Task instructions
From the records beneath, determine how many lines contain "lists" and report only that figure.

Stored items

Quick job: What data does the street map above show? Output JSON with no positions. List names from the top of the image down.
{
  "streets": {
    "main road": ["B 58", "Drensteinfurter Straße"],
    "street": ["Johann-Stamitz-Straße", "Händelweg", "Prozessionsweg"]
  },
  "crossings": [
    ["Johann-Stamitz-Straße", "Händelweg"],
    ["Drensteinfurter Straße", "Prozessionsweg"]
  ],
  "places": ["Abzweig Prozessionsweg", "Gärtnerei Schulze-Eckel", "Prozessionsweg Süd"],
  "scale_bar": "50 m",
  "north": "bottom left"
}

* * *

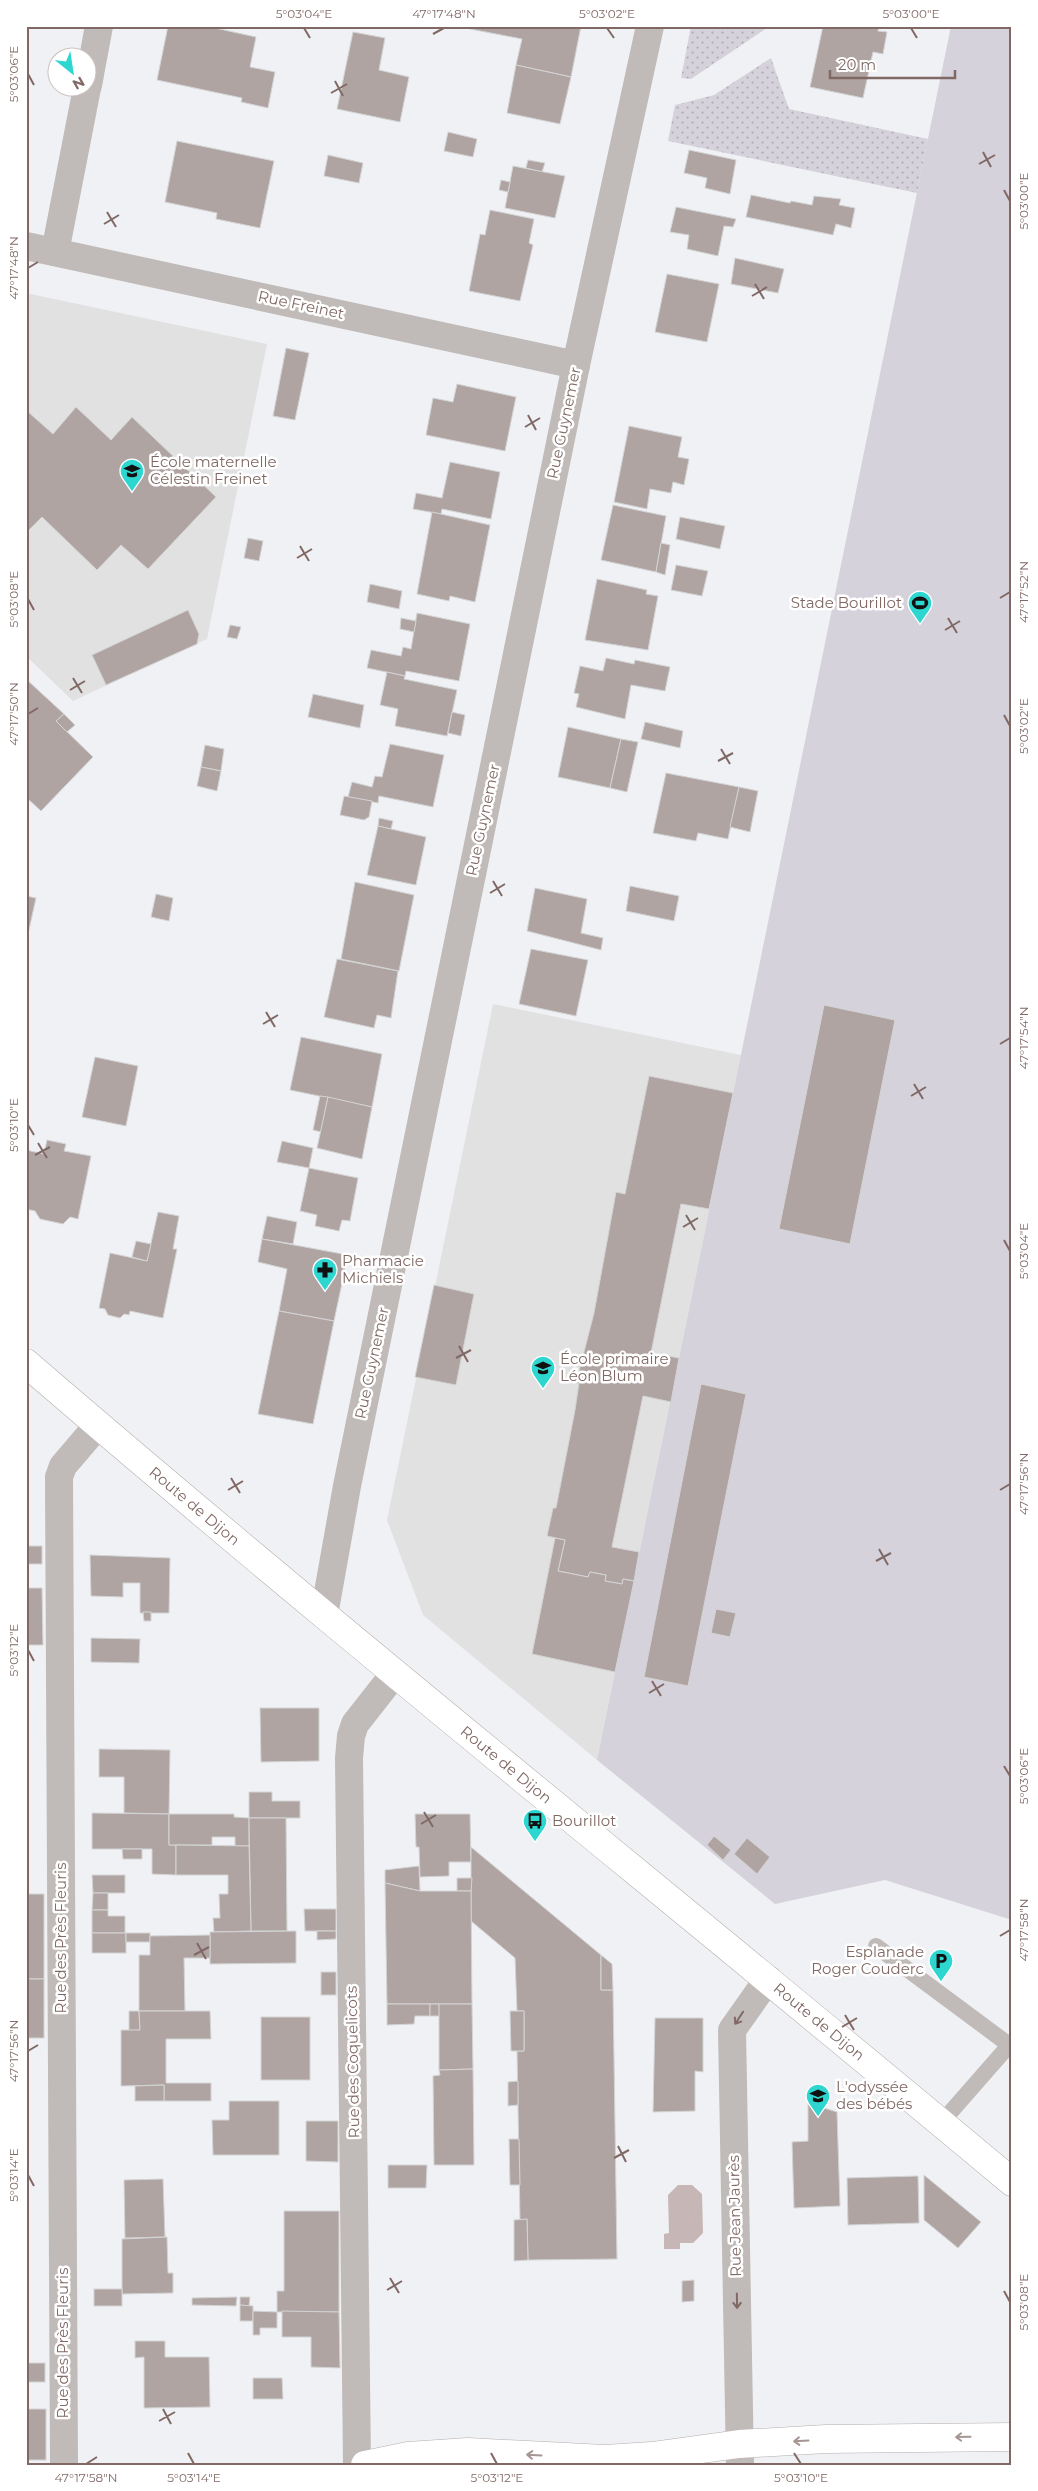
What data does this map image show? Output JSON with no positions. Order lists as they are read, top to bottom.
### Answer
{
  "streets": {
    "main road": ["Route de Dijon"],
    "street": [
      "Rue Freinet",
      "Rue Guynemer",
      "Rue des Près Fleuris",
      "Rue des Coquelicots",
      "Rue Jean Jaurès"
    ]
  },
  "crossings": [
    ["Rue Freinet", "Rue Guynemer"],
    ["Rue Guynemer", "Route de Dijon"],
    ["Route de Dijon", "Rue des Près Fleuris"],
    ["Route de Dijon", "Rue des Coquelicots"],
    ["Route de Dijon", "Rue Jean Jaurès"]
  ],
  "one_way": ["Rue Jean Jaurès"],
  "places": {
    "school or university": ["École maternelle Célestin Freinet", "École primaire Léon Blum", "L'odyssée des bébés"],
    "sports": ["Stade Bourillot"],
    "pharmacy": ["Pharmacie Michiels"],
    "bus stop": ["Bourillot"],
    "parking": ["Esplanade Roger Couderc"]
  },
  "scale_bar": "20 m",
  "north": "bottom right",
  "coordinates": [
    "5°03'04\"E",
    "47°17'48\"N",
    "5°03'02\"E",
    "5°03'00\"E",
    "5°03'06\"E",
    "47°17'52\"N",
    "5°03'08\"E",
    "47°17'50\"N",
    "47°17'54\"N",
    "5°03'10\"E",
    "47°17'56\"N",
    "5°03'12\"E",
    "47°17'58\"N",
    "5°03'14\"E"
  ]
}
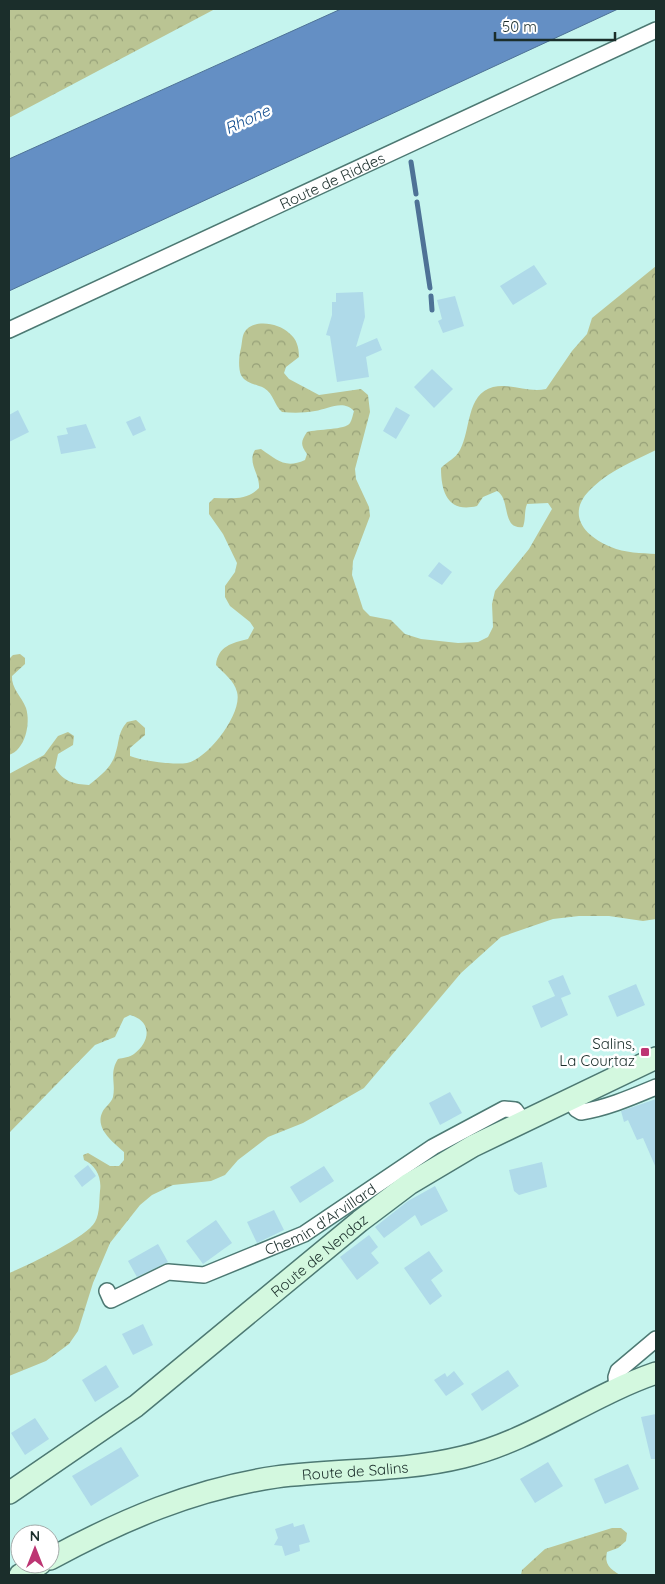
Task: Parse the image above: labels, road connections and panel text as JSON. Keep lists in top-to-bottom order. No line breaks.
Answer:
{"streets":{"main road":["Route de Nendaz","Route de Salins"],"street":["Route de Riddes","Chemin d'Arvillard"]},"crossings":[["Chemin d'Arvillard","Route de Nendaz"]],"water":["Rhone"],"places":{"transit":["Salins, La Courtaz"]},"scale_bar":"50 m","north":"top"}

Reply
2